L’objectif de ce numéro de la revue Territoire en Mouvement est d’interroger la fabrique urbaine de l’agriculture en mettant en lumière les perméabilités et les dialogues entre Nord et Sud (axe 1, encadré1) et entre les espaces urbains et les pratiques agricoles (axe 2, encadré 2).
Contexte et intérêts des études
L’agriculture en situation intra- ou péri-urbaine dans les pays du nord est redevenue utile à la ville non plus seulement en tant qu’infrastructure verte et outil d’aménagement, mais au nom également d’une sécurisation alimentaire dans un contexte d’incertitude climatique (ou de conscientisation d’une vulnérabilité relative des modalités d’approvisionnement en situation de crise, ce que la crise sanitaire 2020-21 a amplifié).
La démultiplication des initiatives (individuelles ou collectives, associatives, publiques ou privées) quant à la réhabilitation des fonctions nourricières des espaces ouverts de proximité confrontent les promoteurs de ces dynamiques qui se déroulent en milieu urbain dense ou en périurbain, dans ce cas en lien avec la ville.

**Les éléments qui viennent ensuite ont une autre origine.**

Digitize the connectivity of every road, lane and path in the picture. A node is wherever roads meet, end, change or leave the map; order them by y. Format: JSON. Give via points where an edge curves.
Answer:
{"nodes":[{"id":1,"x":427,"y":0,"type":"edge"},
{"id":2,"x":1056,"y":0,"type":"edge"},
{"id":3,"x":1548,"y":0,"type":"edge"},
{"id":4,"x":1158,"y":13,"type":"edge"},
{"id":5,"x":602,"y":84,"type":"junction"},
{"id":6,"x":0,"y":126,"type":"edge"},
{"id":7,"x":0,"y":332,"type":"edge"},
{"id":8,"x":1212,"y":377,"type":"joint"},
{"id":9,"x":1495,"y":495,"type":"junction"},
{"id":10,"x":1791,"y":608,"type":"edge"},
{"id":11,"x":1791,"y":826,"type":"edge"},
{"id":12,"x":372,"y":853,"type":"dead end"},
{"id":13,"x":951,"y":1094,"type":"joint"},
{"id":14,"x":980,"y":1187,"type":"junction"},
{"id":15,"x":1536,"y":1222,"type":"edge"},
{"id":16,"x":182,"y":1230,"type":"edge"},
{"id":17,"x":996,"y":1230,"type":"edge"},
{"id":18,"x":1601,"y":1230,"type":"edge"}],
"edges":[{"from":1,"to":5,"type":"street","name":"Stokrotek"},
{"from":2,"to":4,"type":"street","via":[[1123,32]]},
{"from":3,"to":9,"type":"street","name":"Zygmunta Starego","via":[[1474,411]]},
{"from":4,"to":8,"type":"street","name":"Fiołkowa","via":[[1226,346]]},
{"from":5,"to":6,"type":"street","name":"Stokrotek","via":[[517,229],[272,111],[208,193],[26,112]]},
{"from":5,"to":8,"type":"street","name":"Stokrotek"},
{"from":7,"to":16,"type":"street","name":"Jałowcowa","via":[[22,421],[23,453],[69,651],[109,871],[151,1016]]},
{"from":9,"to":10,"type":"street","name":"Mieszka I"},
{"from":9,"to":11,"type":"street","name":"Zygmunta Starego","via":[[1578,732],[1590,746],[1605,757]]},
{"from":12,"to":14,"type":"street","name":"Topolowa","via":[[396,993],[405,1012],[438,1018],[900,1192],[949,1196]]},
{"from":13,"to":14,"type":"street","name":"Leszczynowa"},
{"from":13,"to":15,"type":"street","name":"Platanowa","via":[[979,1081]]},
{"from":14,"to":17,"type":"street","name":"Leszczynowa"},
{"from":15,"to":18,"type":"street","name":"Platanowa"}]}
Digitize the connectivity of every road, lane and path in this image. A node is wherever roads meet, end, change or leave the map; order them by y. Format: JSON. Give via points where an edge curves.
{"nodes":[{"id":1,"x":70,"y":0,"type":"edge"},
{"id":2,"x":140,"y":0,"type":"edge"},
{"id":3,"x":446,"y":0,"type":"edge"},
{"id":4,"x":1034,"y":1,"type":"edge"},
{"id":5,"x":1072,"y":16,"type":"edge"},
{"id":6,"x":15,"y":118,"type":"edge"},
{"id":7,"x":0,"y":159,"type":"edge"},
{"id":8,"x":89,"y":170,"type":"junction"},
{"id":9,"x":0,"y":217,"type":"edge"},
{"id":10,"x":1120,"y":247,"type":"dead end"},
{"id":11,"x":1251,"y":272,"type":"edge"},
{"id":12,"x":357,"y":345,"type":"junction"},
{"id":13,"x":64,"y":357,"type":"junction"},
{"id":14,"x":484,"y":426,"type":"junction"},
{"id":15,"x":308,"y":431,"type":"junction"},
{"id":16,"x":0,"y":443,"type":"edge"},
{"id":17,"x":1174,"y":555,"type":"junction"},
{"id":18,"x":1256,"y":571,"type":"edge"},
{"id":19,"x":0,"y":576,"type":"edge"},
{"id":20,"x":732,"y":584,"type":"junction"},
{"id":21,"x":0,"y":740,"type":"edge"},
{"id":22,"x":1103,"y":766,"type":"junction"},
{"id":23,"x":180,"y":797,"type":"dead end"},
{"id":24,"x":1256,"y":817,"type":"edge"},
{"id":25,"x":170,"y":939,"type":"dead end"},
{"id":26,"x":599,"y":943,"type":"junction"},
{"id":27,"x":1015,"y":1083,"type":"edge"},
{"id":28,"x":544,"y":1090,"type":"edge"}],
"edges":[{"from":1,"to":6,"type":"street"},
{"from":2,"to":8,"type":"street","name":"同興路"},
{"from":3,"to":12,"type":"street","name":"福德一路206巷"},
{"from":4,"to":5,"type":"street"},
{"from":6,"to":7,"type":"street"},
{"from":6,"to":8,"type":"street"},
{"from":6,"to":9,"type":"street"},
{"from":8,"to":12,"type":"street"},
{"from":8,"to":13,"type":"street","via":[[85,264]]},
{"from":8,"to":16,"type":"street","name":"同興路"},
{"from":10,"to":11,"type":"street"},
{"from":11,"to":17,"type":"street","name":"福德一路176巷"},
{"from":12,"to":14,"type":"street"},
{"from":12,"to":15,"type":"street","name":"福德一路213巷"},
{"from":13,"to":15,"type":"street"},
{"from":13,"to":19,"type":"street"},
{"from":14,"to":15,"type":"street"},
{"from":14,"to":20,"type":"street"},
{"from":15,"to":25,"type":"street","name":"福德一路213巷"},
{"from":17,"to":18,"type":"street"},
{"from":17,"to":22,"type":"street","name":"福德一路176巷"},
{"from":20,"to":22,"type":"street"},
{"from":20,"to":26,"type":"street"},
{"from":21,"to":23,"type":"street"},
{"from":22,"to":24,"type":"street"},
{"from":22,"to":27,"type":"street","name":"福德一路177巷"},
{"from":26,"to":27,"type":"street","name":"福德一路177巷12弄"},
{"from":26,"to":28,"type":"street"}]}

Ces formes peuvent être présentes au sol et/ou sur ou dans des bâtiments et ammène les aménageurs, chargés de mission, associations, intermédiaires, consommateurs) à des questionnements et défis communs à ceux des pays du sud : parmi ceux-ci l’ensemble des problématiques relatives à la précarité et/ou à l’accession foncière, à la cohabitation des fonctions et usages; aux risques sanitaires ou aux modalités de recyclage des déchets urbains et de production d’énergie.
Deux axes de publications
Les auteurs sont invités à inscrire leurs articles dans les deux axes suivants reliés à deux grands enjeux :Le premier axe concernes les agricultures urbaines : vers une convergence des fonctions et des représentations ?. (encadré1)Le second, s'intéresse à l’intégration des pratiques agricoles dans la fabrique urbaine : vers la définition de nouvelles formes (agri)urbaines ?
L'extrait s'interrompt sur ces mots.